Exercise → Some lines of these records may hold the word "GENERAL"; state how many, using only the number.

Available data →
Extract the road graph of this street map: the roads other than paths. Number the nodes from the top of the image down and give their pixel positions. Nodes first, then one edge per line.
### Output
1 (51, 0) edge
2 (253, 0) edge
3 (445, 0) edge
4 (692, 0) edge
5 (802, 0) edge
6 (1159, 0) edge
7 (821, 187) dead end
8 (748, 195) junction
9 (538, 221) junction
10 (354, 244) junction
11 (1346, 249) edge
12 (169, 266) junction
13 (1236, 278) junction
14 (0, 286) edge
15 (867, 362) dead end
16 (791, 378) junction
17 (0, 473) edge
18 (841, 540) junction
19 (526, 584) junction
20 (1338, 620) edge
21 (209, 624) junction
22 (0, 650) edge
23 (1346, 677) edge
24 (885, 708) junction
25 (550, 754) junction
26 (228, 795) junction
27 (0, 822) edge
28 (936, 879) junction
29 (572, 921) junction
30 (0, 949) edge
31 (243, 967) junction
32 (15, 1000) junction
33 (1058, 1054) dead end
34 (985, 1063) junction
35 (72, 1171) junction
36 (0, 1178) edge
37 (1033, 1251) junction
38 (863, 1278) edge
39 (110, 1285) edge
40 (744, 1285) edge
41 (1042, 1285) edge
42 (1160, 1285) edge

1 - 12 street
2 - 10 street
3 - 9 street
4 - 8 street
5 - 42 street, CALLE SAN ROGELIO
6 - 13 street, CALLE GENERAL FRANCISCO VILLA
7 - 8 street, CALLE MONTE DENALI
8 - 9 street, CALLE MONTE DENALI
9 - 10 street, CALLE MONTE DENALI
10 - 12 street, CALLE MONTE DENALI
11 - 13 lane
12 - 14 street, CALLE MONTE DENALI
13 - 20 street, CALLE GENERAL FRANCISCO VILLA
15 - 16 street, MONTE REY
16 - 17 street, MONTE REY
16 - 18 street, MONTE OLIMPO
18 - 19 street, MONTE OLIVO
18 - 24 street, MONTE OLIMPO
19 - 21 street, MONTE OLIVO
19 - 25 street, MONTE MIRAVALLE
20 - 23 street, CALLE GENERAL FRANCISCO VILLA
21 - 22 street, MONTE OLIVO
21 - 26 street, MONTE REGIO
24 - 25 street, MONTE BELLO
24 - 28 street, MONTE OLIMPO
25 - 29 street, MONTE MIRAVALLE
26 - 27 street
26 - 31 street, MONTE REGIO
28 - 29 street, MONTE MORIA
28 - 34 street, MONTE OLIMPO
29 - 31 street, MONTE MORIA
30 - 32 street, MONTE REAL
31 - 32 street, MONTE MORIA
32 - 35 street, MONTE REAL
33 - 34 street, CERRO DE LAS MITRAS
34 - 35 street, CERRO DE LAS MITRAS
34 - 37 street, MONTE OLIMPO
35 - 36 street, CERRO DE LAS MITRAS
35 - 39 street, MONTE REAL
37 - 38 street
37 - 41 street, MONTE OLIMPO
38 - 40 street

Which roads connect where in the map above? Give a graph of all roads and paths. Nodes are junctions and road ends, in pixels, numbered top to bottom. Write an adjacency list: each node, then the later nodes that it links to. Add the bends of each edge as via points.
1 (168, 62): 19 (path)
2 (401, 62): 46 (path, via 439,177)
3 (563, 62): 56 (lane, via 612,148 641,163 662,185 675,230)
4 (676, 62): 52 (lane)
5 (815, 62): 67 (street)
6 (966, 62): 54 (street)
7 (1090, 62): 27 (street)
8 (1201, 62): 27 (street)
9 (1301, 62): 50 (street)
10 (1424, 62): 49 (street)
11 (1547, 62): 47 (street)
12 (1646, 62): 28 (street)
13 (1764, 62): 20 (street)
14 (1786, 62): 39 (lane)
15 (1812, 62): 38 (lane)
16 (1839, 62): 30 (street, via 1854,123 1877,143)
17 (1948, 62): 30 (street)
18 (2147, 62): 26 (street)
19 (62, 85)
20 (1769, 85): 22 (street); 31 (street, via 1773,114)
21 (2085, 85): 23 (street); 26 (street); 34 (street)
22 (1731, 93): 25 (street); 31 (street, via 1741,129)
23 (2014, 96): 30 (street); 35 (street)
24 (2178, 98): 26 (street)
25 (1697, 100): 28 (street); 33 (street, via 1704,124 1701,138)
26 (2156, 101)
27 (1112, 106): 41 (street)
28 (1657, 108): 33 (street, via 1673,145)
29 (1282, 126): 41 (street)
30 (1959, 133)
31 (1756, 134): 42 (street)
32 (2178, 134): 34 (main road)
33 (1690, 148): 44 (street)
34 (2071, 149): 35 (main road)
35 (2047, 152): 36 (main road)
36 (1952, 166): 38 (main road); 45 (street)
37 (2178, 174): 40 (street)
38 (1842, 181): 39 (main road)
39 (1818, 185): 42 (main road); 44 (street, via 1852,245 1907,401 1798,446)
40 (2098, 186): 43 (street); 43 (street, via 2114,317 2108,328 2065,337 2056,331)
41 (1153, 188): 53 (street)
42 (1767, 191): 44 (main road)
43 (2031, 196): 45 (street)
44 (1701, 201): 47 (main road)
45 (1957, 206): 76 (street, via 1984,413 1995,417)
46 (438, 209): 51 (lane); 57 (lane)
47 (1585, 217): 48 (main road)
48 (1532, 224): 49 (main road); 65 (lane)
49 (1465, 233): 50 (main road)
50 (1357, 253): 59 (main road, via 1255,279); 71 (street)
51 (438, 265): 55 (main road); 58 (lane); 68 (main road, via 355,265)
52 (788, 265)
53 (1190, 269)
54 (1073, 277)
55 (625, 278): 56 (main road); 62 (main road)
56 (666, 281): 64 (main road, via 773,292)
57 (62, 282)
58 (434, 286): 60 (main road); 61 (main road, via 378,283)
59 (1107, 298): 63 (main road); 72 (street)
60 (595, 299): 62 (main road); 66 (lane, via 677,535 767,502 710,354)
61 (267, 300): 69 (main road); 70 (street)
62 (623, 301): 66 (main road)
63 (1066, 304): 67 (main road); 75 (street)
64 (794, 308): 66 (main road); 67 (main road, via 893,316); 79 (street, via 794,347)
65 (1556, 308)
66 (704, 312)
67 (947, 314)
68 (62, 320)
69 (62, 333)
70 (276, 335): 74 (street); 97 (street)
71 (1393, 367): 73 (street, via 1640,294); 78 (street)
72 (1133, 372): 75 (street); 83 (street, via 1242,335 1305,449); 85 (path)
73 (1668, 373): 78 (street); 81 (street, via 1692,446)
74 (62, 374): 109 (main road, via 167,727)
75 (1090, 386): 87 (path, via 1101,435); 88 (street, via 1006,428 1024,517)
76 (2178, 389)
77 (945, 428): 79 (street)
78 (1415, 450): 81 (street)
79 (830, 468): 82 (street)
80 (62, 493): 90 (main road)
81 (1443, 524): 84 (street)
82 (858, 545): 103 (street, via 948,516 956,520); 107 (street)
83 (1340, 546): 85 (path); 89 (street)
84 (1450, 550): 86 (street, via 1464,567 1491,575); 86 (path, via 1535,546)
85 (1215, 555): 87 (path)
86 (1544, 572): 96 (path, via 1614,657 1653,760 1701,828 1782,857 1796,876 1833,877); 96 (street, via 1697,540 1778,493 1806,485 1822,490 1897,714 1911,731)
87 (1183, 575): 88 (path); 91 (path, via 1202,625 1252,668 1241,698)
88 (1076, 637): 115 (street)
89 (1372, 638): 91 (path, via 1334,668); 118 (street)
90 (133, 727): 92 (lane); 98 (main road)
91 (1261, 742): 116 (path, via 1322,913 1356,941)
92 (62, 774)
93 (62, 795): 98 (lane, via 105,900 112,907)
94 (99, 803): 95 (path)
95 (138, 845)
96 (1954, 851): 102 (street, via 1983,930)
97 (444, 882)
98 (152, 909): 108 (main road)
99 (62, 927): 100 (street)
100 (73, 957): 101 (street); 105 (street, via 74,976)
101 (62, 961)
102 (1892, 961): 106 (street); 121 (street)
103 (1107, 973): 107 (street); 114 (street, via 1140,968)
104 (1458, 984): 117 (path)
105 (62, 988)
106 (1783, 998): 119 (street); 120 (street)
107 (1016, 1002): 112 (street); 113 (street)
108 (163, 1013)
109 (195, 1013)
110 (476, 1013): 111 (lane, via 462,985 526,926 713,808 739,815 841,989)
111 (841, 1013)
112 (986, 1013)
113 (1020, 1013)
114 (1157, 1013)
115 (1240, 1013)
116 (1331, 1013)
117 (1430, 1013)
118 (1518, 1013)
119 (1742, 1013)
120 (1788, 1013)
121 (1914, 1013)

Response below → 3